With the build tools in place, install the pak package and then install Metacheck from the dev branch:

install.packages("pak")
pak::pkg_install("scienceverse/metacheck@dev")

To install a different branch, change the name after the @. A source install keeps the package name metacheck, so you load it as usual with library(metacheck).

You can launch a simple shiny app that creates a report from a PDF, with options to control what information is sent to or retrieved from external servers. This shiny app will run a fixed number of validated modules. It also provides R code to transition to R, where you can use more functions of Metacheck. The shiny app is the best way to get started with Metacheck.

metacheck::report_app()

Screenshot of the Metacheck Shiny app

The Metacheck Shiny app for creating a report from a PDF

In the Shiny app you can upload a local file, and the app will automatically generate a report with the results for all validated modules. The report presents a general introduction about Metacheck, our values, and our approach to module validation. This is followed by a summary of all modules.

Screenshot of the Metacheck report summary

Summary in the Metacheck report

Following the summary, you can browse each module. Modules are discussed in more detail in later chapters. Each module provides a summary, a dropdown field with detailed feedback, a section that can be expanded explaining how the module works, and information about how the module was validated. An example of this overview in the report for the power module is in the screenshot below:

Screenshot of the power module in the report

Example of power module reprt

2.1.2 Running locally for privacy

Metacheck has been developed so that it can run locally, without sending any information anywhere. This requires a bit more technical expertise, but it makes the tool available to editors or peer reviewers who are not allowed to upload submitted manuscripts to an external server.

When such privacy concerns are not an issue (for example when running Metacheck on a publicly available preprint) you can use online servers for specific tasks, such as converting a pdf to xml. This offers an easier user experience.

Converting a PDF to text uses a GROBID server. By default Metacheck uses a list of active servers and chooses the first available — by default a GROBID server at Eindhoven University of Technology that meets GDPR requirements. If you cannot send manuscripts to an external server, you can run your own local GROBID server following instructions from https://grobid.readthedocs.io/. The easiest way is to use Docker. The following code installs GROBID 0.9.0.

docker run --rm --init --ulimit core=0 -p 8070:8070 lfoppiano/grobid:0.9.0

If a local GROBID server is detected, Metacheck will use it automatically, so no manuscript text leaves your computer.

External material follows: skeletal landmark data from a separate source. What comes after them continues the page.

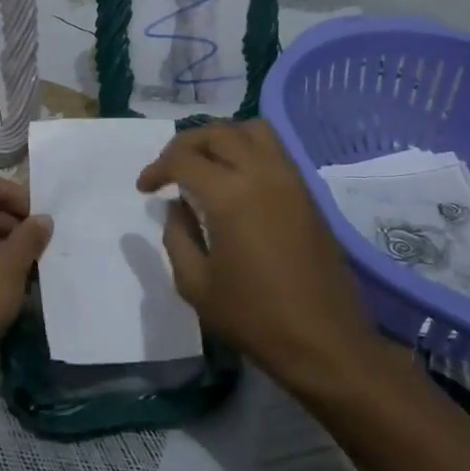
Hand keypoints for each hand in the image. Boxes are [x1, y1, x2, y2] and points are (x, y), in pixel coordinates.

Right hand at [137, 121, 376, 392]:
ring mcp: (290, 179)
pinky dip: (248, 148)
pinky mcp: (307, 192)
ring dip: (222, 137)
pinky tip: (235, 178)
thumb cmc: (254, 317)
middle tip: (169, 169)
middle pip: (218, 133)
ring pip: (252, 130)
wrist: (324, 339)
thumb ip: (177, 236)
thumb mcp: (195, 285)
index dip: (157, 168)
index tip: (145, 188)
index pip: (183, 159)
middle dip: (186, 144)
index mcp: (229, 195)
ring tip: (204, 164)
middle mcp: (262, 173)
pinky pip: (275, 149)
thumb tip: (177, 206)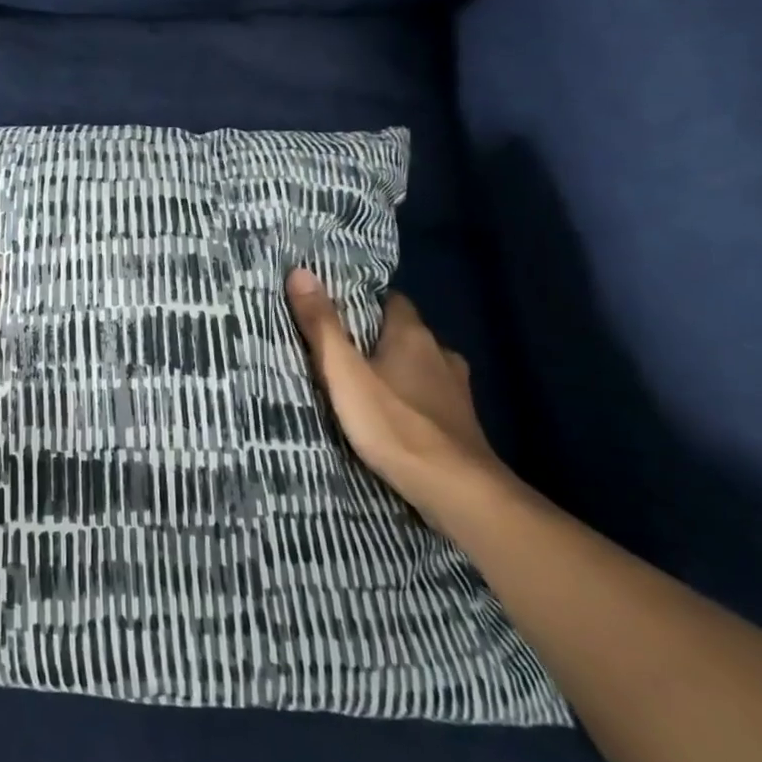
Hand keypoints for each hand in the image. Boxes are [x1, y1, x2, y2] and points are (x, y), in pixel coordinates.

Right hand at [285, 269, 519, 532]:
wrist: (457, 490)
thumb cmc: (395, 424)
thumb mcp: (344, 374)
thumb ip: (321, 325)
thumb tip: (300, 271)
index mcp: (412, 335)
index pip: (391, 300)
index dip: (363, 302)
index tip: (335, 310)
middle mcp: (440, 353)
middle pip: (404, 333)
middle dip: (375, 338)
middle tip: (338, 349)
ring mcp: (456, 389)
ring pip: (419, 366)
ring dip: (395, 370)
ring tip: (361, 383)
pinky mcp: (461, 422)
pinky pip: (429, 396)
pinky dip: (411, 398)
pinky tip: (392, 415)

The same principle applies to large language models: the recommended setup runs a model locally so no data is sent to an external service (see Using Large Language Models).

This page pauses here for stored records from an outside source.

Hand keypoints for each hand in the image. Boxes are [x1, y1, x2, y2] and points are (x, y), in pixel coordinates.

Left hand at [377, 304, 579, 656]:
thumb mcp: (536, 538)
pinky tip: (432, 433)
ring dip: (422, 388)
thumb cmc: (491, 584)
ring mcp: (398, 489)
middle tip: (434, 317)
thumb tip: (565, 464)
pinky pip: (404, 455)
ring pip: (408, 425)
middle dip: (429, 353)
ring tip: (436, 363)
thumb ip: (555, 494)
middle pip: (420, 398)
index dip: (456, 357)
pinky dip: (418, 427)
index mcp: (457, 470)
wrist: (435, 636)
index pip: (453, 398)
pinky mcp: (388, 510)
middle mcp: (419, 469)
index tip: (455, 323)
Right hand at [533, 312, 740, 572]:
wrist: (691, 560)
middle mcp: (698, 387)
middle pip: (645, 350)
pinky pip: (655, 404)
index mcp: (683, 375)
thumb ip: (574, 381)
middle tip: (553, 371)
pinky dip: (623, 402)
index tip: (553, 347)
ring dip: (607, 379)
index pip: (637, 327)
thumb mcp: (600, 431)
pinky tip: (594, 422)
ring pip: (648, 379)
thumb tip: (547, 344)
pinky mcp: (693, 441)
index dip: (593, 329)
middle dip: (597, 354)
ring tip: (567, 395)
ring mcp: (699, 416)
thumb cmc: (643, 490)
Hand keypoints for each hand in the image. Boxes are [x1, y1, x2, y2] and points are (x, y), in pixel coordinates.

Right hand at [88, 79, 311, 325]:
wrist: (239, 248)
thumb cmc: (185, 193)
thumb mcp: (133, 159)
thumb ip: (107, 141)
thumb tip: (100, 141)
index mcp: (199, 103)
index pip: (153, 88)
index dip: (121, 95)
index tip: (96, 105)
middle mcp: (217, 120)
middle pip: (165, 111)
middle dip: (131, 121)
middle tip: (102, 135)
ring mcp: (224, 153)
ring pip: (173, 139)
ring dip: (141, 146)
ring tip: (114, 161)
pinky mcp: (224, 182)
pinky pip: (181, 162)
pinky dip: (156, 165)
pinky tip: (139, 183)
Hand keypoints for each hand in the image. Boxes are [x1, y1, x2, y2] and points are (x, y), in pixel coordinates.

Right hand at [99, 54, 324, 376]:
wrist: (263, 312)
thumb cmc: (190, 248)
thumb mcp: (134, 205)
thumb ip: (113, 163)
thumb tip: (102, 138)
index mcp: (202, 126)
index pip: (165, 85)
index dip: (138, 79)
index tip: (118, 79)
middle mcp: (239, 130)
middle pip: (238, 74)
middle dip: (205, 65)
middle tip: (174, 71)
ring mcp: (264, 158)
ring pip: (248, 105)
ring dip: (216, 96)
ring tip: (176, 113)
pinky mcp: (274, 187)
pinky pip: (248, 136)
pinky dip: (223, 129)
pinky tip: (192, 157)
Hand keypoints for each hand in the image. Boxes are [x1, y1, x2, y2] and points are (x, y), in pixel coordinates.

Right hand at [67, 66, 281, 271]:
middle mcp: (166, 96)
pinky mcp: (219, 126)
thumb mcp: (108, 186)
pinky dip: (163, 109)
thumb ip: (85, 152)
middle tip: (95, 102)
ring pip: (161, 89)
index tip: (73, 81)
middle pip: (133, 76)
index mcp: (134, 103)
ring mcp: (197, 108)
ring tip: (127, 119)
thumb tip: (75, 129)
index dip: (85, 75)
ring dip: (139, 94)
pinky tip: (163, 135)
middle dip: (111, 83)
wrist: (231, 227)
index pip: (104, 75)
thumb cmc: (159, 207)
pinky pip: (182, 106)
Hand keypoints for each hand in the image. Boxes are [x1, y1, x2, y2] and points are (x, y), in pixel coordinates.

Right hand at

See the Reading in a Paper chapter for the full details of converting and reading papers, including how to point convert() at a local server.

2.2 Large language models

A few modules (notably power and prereg_check) can use a large language model to extract structured information from text. LLM use is entirely optional and opt-in, and the vast majority of modules work without any LLM. For how to turn LLM support on, choose a model, run one locally with Ollama, or use a cloud API, see Using Large Language Models.